Oddly, despite searching for similar restaurants here in the States, we never thought of trying to recreate the recipe at home. However, I was in a local Asian market recently when I spied a bottle of okonomiyaki sauce (a tangy, savory sauce that’s kind of like a mixture of ketchup and Worcestershire sauce), and was inspired to try my own version of these!
I didn’t really follow a recipe so much as throw things together, figuring that as long as I had cabbage, pancake batter, and some form of protein I’d be fine. The finished pancakes were quick, easy, and extremely filling, and they instantly brought me back to our trip to Japan! It’s definitely the okonomiyaki sauce that gives it that authentic flavor, so do your best to find it!
(makes 6 large or 10 small pancakes)
2 cups flour
1/2 tsp. baking powder
1/4 cup milk
1 1/2 cups dashi or chicken broth
1/2 lb. diced chicken or shrimp
2 large carrots, shredded
1/2 head green cabbage, shredded
4 green onions, sliced
1 tsp. salt
Vegetable oil for frying
Sesame oil (optional)
Nori strips or furikake
Pickled ginger (not the sweet kind)
1. Combine flour, baking powder, and salt in a large bowl and stir in milk and broth to make a batter.
2. Beat in eggs and add chopped chicken or shrimp.
3. Stir in cabbage, carrots, and green onions.
4. Heat 2 tbs. of vegetable oil in a skillet over medium heat and add a dash of sesame oil (optional). Spoon your desired amount of batter into the hot skillet and spread to about 1/2″ thick. Cook on both sides until browned and your protein is cooked through.
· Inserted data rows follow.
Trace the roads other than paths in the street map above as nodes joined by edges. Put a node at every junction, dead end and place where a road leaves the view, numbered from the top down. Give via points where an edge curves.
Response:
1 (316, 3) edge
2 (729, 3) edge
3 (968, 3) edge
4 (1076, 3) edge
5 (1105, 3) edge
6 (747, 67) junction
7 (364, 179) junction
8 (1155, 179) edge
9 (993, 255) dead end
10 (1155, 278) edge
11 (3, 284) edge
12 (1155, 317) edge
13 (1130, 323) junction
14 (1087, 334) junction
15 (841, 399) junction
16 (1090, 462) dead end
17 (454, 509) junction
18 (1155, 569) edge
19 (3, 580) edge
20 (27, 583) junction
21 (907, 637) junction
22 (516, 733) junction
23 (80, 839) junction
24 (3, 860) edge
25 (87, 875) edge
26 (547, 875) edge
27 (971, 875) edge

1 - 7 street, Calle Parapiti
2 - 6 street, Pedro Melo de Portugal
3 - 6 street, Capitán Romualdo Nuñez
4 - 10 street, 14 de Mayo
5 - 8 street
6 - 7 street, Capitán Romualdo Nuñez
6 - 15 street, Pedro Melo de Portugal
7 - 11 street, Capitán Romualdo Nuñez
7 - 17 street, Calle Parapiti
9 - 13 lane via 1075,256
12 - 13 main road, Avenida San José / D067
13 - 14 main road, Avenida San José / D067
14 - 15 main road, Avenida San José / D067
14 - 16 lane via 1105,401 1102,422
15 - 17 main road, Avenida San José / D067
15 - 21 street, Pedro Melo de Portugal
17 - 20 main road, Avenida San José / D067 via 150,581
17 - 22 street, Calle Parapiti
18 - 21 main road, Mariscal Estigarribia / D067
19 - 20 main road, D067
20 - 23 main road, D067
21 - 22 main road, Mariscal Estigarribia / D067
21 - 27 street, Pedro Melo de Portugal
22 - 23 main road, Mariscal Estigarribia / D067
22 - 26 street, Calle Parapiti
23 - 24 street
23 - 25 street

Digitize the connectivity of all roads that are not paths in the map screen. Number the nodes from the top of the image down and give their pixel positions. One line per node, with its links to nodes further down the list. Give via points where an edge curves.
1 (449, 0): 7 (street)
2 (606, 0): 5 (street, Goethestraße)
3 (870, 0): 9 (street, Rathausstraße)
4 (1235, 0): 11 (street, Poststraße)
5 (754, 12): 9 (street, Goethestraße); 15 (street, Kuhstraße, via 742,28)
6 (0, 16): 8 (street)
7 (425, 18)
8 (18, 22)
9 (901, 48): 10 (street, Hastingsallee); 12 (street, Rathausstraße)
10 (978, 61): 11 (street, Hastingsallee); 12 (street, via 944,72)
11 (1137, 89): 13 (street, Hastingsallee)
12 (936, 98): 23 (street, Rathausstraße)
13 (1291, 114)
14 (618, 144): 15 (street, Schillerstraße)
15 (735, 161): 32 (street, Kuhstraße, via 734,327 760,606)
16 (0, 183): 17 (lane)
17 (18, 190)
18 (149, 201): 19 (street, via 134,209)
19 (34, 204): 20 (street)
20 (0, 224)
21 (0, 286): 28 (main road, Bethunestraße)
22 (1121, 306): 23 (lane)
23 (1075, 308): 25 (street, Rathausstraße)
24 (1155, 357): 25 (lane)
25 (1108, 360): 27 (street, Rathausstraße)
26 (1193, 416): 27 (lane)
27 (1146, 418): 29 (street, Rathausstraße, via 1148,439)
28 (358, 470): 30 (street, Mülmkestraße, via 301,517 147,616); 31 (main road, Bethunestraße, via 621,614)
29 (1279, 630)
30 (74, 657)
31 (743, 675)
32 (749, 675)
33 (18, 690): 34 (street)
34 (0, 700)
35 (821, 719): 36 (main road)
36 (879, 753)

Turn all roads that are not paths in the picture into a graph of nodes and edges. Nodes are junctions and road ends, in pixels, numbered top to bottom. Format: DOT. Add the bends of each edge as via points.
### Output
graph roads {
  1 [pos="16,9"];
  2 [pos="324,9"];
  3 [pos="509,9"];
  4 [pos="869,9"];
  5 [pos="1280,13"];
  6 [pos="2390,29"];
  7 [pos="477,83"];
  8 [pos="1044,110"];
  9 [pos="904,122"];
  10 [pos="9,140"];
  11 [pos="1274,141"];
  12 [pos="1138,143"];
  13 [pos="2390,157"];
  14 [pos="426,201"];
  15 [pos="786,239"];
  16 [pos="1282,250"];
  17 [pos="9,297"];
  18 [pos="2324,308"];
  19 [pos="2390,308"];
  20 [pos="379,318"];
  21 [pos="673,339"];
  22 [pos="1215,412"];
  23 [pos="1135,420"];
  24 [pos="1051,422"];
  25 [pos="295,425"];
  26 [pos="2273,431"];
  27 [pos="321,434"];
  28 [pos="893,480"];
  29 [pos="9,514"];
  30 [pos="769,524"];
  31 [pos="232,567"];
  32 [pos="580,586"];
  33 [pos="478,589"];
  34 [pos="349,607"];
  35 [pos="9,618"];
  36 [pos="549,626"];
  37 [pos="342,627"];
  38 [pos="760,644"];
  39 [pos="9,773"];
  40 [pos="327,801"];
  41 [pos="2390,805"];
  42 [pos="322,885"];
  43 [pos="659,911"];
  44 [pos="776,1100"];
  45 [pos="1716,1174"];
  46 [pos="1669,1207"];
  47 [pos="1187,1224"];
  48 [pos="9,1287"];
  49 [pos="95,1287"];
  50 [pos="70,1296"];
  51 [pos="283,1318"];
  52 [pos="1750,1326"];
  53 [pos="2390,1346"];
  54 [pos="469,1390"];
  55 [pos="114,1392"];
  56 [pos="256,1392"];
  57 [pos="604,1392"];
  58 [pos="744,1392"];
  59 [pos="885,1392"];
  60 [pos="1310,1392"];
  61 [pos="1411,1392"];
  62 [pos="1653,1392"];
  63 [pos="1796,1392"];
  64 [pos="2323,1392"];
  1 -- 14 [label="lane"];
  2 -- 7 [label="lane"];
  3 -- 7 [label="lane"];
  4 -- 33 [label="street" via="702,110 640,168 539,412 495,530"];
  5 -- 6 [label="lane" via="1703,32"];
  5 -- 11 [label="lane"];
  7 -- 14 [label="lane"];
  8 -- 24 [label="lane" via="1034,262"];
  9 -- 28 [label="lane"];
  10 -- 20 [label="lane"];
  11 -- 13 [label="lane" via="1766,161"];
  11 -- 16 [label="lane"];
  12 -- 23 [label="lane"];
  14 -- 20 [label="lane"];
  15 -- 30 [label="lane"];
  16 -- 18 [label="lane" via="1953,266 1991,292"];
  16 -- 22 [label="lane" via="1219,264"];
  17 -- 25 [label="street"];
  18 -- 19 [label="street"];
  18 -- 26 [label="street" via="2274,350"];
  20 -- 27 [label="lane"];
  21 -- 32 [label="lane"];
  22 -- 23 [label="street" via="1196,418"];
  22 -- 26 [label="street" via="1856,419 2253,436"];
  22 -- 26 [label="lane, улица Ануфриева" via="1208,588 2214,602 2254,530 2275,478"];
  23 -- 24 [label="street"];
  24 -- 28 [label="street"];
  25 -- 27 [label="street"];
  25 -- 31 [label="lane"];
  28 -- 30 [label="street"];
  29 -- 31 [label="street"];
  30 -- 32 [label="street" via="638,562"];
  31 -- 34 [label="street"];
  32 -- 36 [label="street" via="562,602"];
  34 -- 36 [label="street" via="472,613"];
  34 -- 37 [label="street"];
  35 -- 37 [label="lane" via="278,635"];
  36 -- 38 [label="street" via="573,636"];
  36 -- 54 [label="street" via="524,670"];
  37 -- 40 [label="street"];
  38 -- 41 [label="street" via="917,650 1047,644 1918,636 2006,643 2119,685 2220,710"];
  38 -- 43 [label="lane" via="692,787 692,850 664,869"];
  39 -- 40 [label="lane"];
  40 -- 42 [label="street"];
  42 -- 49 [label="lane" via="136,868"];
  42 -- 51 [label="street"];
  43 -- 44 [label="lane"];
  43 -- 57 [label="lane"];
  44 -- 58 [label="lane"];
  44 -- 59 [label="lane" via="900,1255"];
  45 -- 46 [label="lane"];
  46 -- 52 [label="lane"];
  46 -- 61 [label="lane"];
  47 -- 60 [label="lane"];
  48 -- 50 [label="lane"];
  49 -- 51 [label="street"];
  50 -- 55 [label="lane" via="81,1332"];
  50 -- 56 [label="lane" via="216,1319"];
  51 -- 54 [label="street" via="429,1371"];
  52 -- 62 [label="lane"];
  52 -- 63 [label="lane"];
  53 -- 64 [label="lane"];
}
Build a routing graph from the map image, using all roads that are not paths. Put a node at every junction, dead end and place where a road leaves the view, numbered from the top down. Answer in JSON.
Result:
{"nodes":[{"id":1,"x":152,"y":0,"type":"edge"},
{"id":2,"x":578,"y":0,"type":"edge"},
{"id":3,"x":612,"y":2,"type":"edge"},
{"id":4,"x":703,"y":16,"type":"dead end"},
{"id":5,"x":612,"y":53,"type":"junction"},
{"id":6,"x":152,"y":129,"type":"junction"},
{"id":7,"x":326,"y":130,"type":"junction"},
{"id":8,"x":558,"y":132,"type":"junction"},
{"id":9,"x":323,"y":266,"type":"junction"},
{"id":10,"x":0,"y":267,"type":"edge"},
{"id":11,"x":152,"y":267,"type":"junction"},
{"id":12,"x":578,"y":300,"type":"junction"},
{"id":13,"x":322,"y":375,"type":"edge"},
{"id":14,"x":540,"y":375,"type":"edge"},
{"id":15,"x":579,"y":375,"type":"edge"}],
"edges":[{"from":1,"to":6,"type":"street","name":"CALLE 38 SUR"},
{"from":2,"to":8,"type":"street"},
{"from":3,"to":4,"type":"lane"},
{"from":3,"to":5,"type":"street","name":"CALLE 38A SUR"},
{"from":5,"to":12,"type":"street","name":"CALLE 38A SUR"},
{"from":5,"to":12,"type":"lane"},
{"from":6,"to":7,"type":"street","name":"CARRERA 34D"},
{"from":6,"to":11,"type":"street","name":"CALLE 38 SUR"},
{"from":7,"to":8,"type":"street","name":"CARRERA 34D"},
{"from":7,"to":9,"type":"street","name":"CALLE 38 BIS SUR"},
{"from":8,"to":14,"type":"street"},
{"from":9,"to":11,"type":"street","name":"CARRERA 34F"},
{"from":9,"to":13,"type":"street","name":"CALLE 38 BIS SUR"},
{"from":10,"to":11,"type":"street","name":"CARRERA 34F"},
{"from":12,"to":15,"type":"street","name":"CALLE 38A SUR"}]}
5. Serve with okonomiyaki sauce, furikake, and pickled ginger. These are often also served with a drizzle of mayonnaise, but I’m not a fan personally so I left it out.
Note: You can feel free to include any other vegetables you like. Bean sprouts might be nice, or shredded zucchini that’s been drained. I’ve seen recipes that also used mushrooms and onions, so it’s a pretty versatile recipe.